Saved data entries
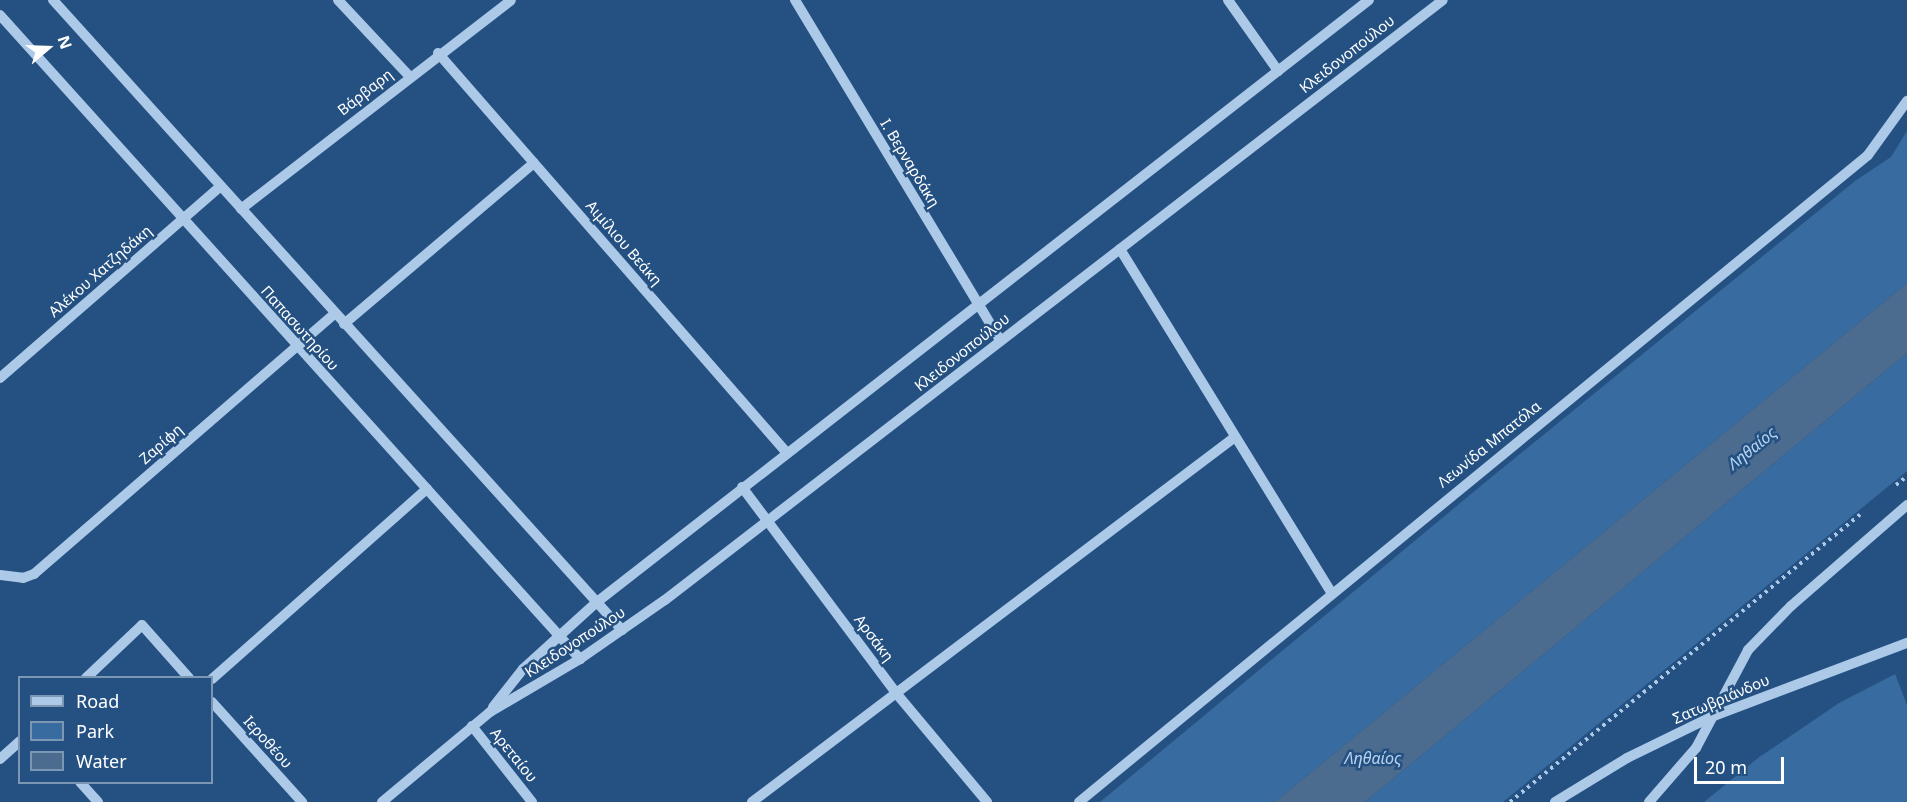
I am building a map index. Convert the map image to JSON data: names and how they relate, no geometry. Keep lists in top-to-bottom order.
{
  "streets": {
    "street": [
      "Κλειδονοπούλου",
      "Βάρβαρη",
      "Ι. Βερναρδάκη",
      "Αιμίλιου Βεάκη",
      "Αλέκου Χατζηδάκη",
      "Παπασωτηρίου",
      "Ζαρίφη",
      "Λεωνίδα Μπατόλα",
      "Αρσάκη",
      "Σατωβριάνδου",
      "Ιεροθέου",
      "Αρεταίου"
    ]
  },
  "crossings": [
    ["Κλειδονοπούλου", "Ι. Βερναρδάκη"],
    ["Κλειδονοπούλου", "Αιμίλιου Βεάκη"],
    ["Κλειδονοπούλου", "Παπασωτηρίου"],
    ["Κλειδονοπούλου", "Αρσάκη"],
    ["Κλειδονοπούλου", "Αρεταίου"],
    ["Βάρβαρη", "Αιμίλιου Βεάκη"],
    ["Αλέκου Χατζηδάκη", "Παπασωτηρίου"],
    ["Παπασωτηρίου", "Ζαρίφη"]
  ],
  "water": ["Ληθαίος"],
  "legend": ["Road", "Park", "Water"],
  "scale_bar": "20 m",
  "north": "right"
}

# [ACTION ITEM]
For this exercise, retype the data above exactly and skip every image.

# [ANSWER SECTION]
I am building a map index. Convert the map image to JSON data: names and how they relate, no geometry. Keep lists in top-to-bottom order.
{
  "streets": {
    "street": [
      "Κλειδονοπούλου",
      "Βάρβαρη",
      "Ι. Βερναρδάκη",
      "Αιμίλιου Βεάκη",
      "Αλέκου Χατζηδάκη",
      "Παπασωτηρίου",
      "Ζαρίφη",
      "Λεωνίδα Μπατόλα",
      "Αρσάκη",
      "Σατωβριάνδου",
      "Ιεροθέου",
      "Αρεταίου"
    ]
  },
  "crossings": [
    ["Κλειδονοπούλου", "Ι. Βερναρδάκη"],
    ["Κλειδονοπούλου", "Αιμίλιου Βεάκη"],
    ["Κλειδονοπούλου", "Παπασωτηρίου"],
    ["Κλειδονοπούλου", "Αρσάκη"],
    ["Κλειδονοπούλου", "Αρεταίου"],
    ["Βάρβαρη", "Αιμίλιου Βεάκη"],
    ["Αλέκου Χατζηδάκη", "Παπασωτηρίου"],
    ["Παπασωτηρίου", "Ζαρίφη"]
  ],
  "water": ["Ληθαίος"],
  "legend": ["Road", "Park", "Water"],
  "scale_bar": "20 m",
  "north": "right"
}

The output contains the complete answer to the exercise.